Can blind support of a nation that has disobeyed international law ensure and strengthen your Jewish identity? Not necessarily. Does being Israeli mean to be Jewish? Not necessarily… Modern Zionism is a political movement that calls for a “Jewish” state, not a nation for all its citizens. .. If we take a closer look at Zionism’s goals, it is a movement of ethnic cleansing of an indigenous people. .. On my free trip to Israel, I did not find my long lost Judaism. What I did find was a hotbed of racial discrimination and a skewed view of Palestine.[1]

It is clear that Israel is panicked.  More Jews are leaving Israel than are moving to Israel.  No wonder they are courting young people even to the point of trying to entice them with erotic advertisement and the promise of a “Sexual Playground.” Jonathan Katz, referring to Birthright ads featuring smiling, shirtless, muscular Jewish men, writes:

The goals of these ads are to present Israel as a sexual playground… If this voyage is one intended to arouse all the senses, then it makes sense to speak of beach beauties of Tel Aviv and Eilat.  And if one goal is to prevent young Jewish men and women from shacking up with those goyim, then it is thus a natural progression that Israel is marketed as a romantic dreamland.

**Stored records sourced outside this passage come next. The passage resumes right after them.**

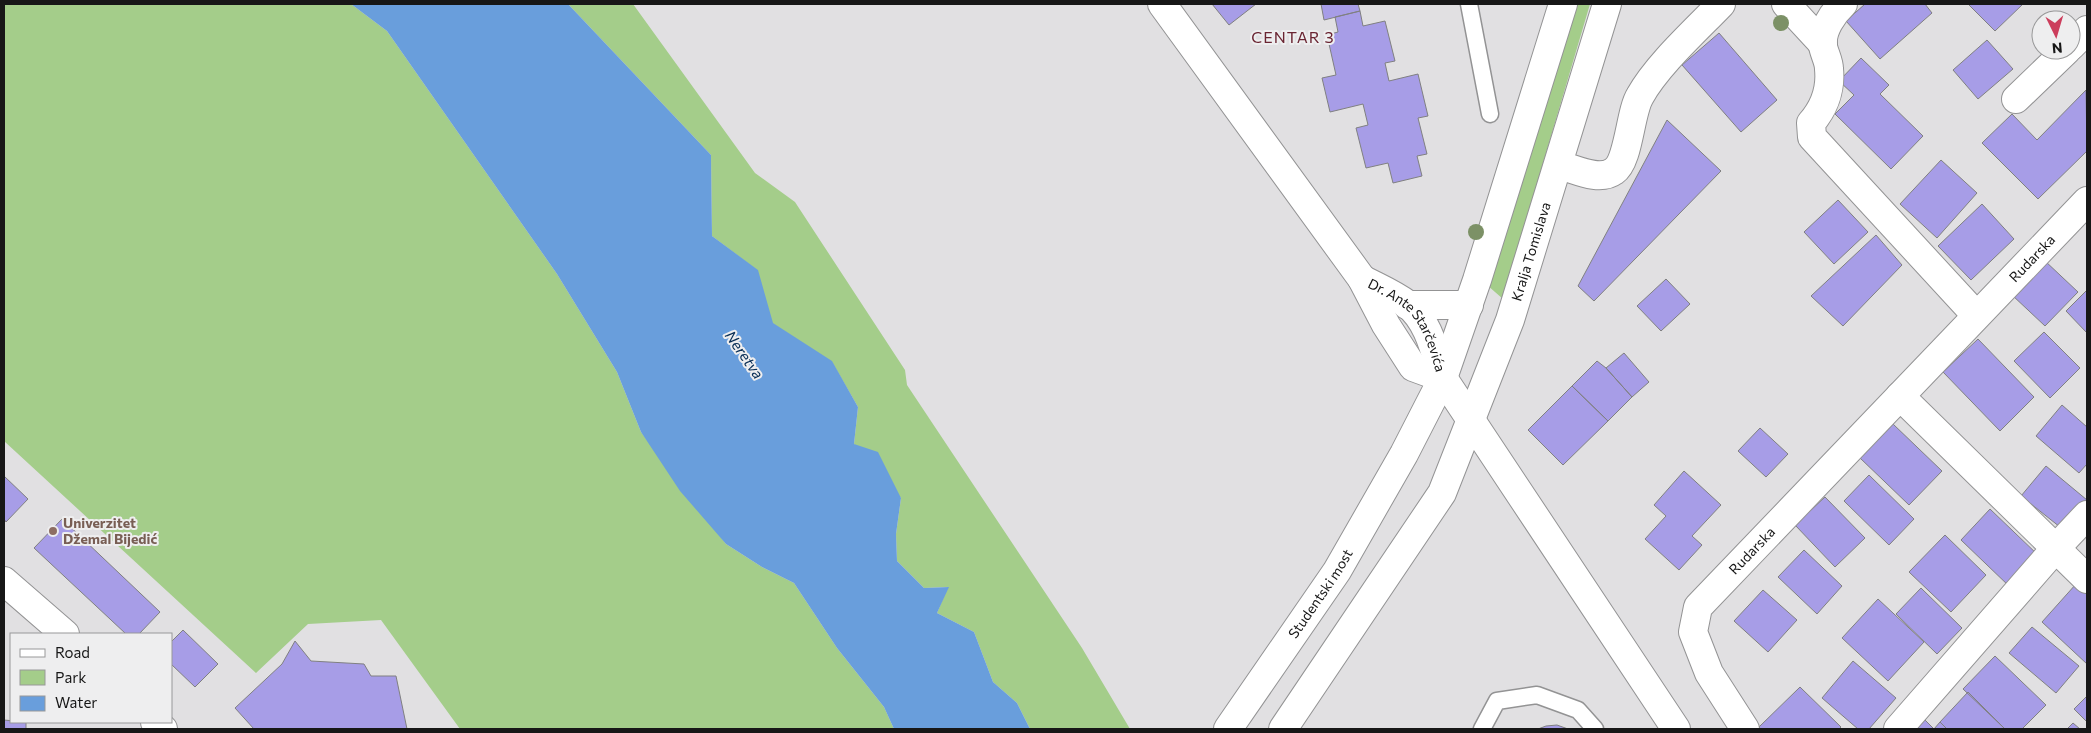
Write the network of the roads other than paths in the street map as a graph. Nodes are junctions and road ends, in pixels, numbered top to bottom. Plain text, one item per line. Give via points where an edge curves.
1 (1162, 4) edge
2 (1468, 4) edge
3 (1562, 4) edge
4 (1607, 4) edge
5 (1721, 4) edge
6 (1786, 4) edge
7 (1843, 4) edge
8 (1823, 44) junction
9 (2057, 60) edge
10 (2016, 100) dead end
11 (1490, 114) dead end
12 (1559, 165) junction
13 (2087, 201) edge
14 (1362, 279) junction
15 (1408, 304) junction
16 (1469, 305) junction
17 (1976, 315) junction
18 (1443, 378) junction
19 (1900, 396) junction
20 (1471, 422) junction
21 (2087, 516) edge
22 (2055, 549) junction
23 (2087, 580) edge
24 (4, 581) edge
25 (64, 633) edge
26 (1228, 729) edge
27 (1283, 729) edge
28 (1482, 729) edge
29 (1595, 729) edge
30 (1676, 729) edge
31 (1745, 729) edge
32 (1898, 729) edge

1 - 14 street
2 - 11 lane
3 - 16 street
4 - 12 street, Kralja Tomislava
5 - 12 street via 1639,97 1624,153 1616,170 1608,175 1595,176
6 - 8 street
7 - 8 street via 1828,23
8 - 17 street via 1829,67 1828,87 1822,111 1811,124 1812,137
9 - 10 street
12 - 20 street, Kralja Tomislava via 1510,320
13 - 17 street, Rudarska
14 - 15 street, Dr. Ante Starčevića
14 - 18 street via 1413,367
15 - 16 street
15 - 18 street, Dr. Ante Starčevića via 1430,336
16 - 18 street
17 - 19 street, Rudarska
18 - 20 street, Dr. Ante Starčevića
18 - 26 street, Studentski most via 1337,571
19 - 22 street
19 - 31 street, Rudarska via 1698,607 1693,632 1709,672
20 - 27 street, Kralja Tomislava via 1442,493
20 - 30 street, Dr. Ante Starčevića
21 - 22 street
22 - 23 street
22 - 32 street
24 - 25 street
28 - 29 lane via 1497,701 1536,695 1578,710

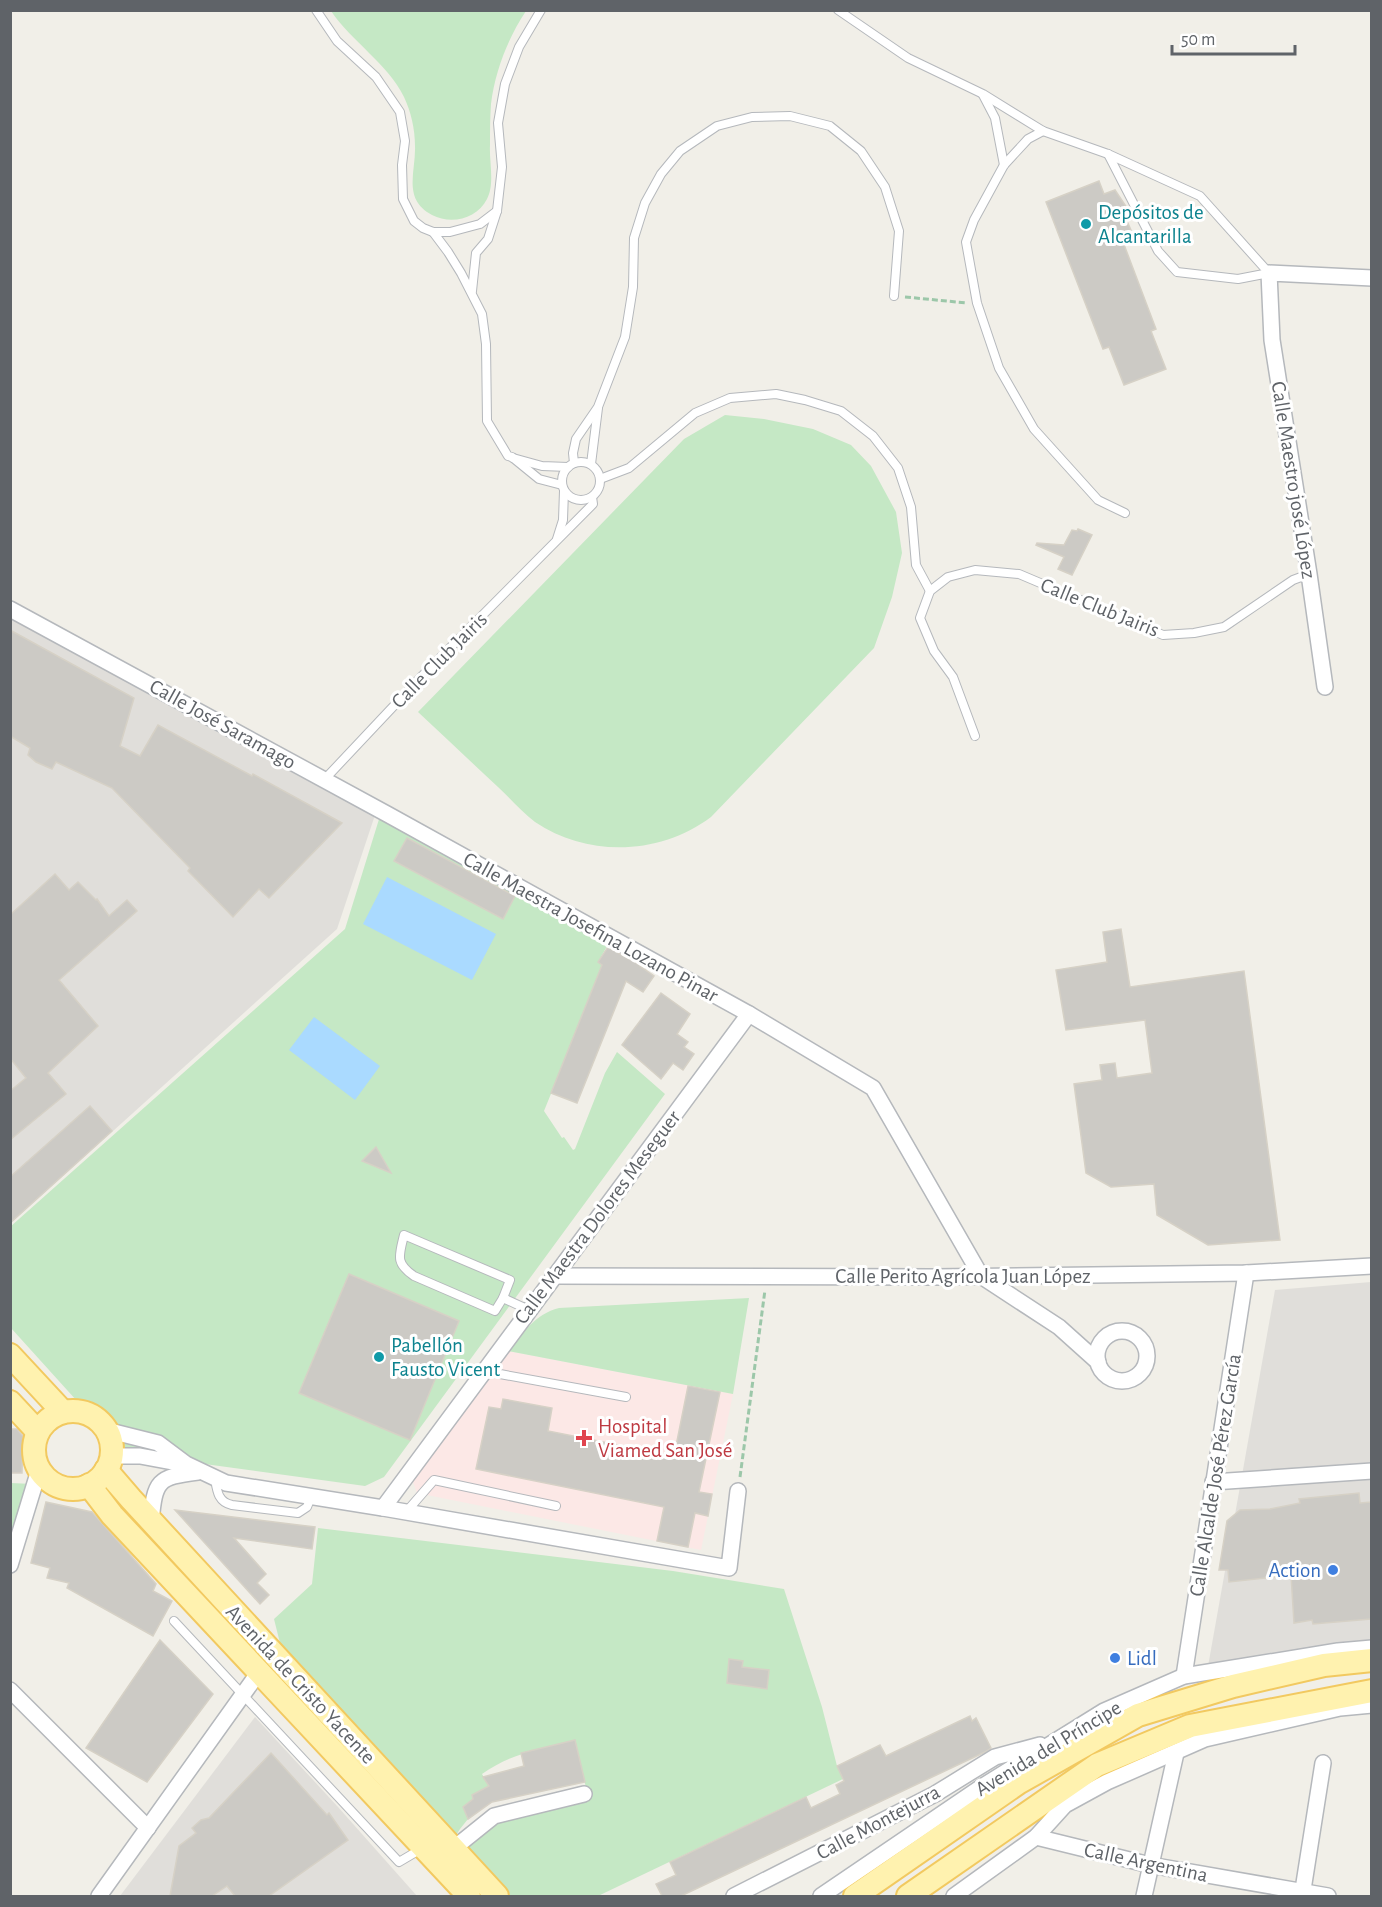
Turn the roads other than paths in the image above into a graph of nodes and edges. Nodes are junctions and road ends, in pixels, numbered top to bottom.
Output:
1 (316, 10) edge
2 (541, 10) edge
3 (838, 10) edge
4 (983, 94) junction
5 (1044, 131) junction
6 (1108, 154) junction
7 (1004, 165) junction
8 (497, 211) junction
9 (433, 232) junction
10 (1269, 273) junction
11 (1371, 279) edge
12 (472, 291) junction
13 (894, 296) road end
14 (598, 407) junction
15 (512, 458) junction
16 (591, 464) junction
17 (571, 465) junction
18 (600, 479) junction
19 (563, 488) junction
20 (592, 497) junction
21 (1125, 513) dead end
22 (556, 542) junction
23 (1309, 574) junction
24 (930, 591) junction
25 (10, 609) edge
26 (1324, 687) dead end
27 (975, 736) dead end
28 (324, 780) junction
29 (434, 840) joint
30 (748, 1014) junction
31 (1371, 1266) edge
32 (1246, 1273) junction
33 (553, 1276) junction
34 (981, 1276) junction
35 (503, 1298) junction
36 (529, 1310) junction
37 (10, 1355) edge
38 (1098, 1362) dead end
39 (486, 1367) junction
40 (626, 1397) dead end
41 (10, 1402) edge
42 (63, 1412) junction
43 (106, 1430) junction
44 (38, 1432) junction
45 (109, 1463) junction
46 (192, 1468) junction
47 (39, 1470) junction
48 (1371, 1471) edge
49 (1214, 1482) junction
50 (89, 1485) junction
51 (738, 1491) road end
52 (556, 1506) dead end
53 (383, 1508) junction
54 (406, 1512) junction
55 (151, 1521) junction
56 (10, 1565) edge
57 (174, 1620) dead end
58 (1371, 1648) edge
59 (1371, 1660) edge
60 (259, 1672) junction
61 (1184, 1676) junction
62 (10, 1690) edge
63 (1371, 1691) edge
64 (243, 1694) junction
65 (1371, 1705) edge
66 (1057, 1740) junction
67 (1176, 1753) junction
68 (1323, 1763) dead end
69 (584, 1794) dead end
70 (148, 1828) junction
71 (1036, 1837) junction
72 (423, 1848) junction
73 (453, 1850) junction
74 (1150, 1864) junction
75 (1303, 1894) edge
76 (99, 1896) edge
77 (469, 1896) edge
78 (497, 1896) edge
79 (734, 1896) edge
80 (821, 1896) edge
81 (855, 1896) edge
82 (908, 1896) edge
83 (956, 1896) edge
84 (1144, 1896) edge
85 (1328, 1896) edge

1 - 9 lane
2 - 8 lane
3 - 4 lane
4 - 5 lane
4 - 7 lane
5 - 6 lane
5 - 7 lane
6 - 10 lane
6 - 10 lane
7 - 21 lane
8 - 9 lane
8 - 12 lane
9 - 12 lane
10 - 11 street
10 - 23 street, Calle Maestro josé López
12 - 15 lane
13 - 14 lane
14 - 16 lane
14 - 17 lane
15 - 17 lane
15 - 19 lane
16 - 17 lane
16 - 18 lane
17 - 19 lane
18 - 20 lane
18 - 24 lane
19 - 20 lane
19 - 22 lane
20 - 22 lane, Calle Club Jairis
22 - 28 lane, Calle Club Jairis
23 - 24 lane, Calle Club Jairis
23 - 26 street, Calle Maestro josé López
24 - 27 lane
25 - 28 street, Calle José Saramago
28 - 29 street, Calle José Saramago
29 - 30 street, Calle Maestra Josefina Lozano Pinar
30 - 33 street, Calle Maestra Dolores Meseguer
30 - 34 street, Calle Maestra Josefina Lozano Pinar
31 - 32 street, Calle Perito Agrícola Juan López
32 - 34 street, Calle Perito Agrícola Juan López
32 - 49 street, Calle Alcalde José Pérez García
33 - 34 street, Calle Perito Agrícola Juan López
33 - 36 street, Calle Maestra Dolores Meseguer
34 - 38 street
35 - 35 lane
35 - 36 lane
36 - 39 street, Calle Maestra Dolores Meseguer
37 - 42 main road
39 - 40 lane
39 - 53 street, Calle Maestra Dolores Meseguer
41 - 44 main road
42 - 43 main road
42 - 44 main road
43 - 45 main road
43 - 46 street
44 - 47 main road
45 - 46 street
45 - 50 main road
45 - 55 main road, Avenida de Cristo Yacente
46 - 53 street
46 - 55 street
47 - 50 main road
47 - 56 street
48 - 49 street
49 - 61 street, Calle Alcalde José Pérez García
50 - 60 main road, Avenida de Cristo Yacente
51 - 54 street
52 - 54 lane
53 - 54 street
55 - 73 main road, Avenida de Cristo Yacente
57 - 64 lane
58 - 61 street, Avenida del Príncipe
59 - 81 main road, Avenida del Príncipe
60 - 64 street
60 - 72 main road, Avenida de Cristo Yacente
61 - 66 street, Avenida del Príncipe
62 - 70 street
63 - 82 main road, Avenida del Príncipe
64 - 70 street
64 - 72 lane
65 - 67 street
66 - 79 street, Calle Montejurra
66 - 80 street, Avenida del Príncipe
67 - 71 street
67 - 74 street
68 - 75 street
69 - 73 street
70 - 76 street
71 - 74 street, Calle Argentina
71 - 83 street
72 - 77 main road, Avenida de Cristo Yacente
73 - 78 main road, Avenida de Cristo Yacente
74 - 75 street, Calle Argentina
74 - 84 street
75 - 85 street, Calle Argentina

A sexual playground.  Two messages surface: firstly, “You will have fun on this trip”; secondly, “you will meet some really hot people that make you happy in that very special way.”[2]  

Lawrence Davidson, history professor at West Chester University in Pennsylvania writes:

There have been studies originating both in Israel and abroad that show “as many as half of the Jews living in Israel will consider leaving…if in the next few years the current political and social trends continue.” This finding is in addition to the fact that yerida or emigration out of Israel, has long been running at higher numbers than iliyah, or immigration into the country.[3]

I am convinced that there is more Bible based Judaism in Atlanta than there is in Tel Aviv.  Why? because suddenly younger American Jews are learning about Israel’s history and ambitions and are finding Israel in huge conflict with their values.  Norman Finkelstein wrote, “The current Israeli government of Benjamin Netanyahu has become a source of embarrassment to many liberal American Jews.”

If Israel brings Birthright kids over to learn to love the state of Israel, in many cases, it is clearly not working  American Jews are not turning their backs on Israel because they don’t know enough of what Israel stands for, but, according to Finkelstein,  “If the romance of American Jews with Israel is coming to an end, it is because they now know too much.”[4]

Birthright kids are backed by Israel’s most powerful propaganda machines. My twenty-nine can’t even count on being backed by the U.S. media, their own political leaders or even their church.  All they have is a small group of dedicated people who do give a rat’s ass about what is happening to the Palestinians. Standing up for justice is worth standing up for even if you are in a vast minority. I’ll bet on my twenty-nine.

                                                                                    Thomas Are
                                                                                    November 5, 2014


[1] Hannah Friedstein, An Open Letter to Birthright Participants Past, Present and Future.  Mondoweiss, October 22, 2014.
[2] Jonathan Katz, Is My Birthright a Sexual Playground? Newvoices.org.  March 4, 2014.
[3] Lawrence Davidson, Israel’s Jewish Exodus. Consortiumnews.com,  June 15, 2014
[4] Norman Finkelstein, Knowing Too Much,  Why the American Jewish Romance with Israel is Coming to an End. (OR Books, New York., 2012) p. 15,17.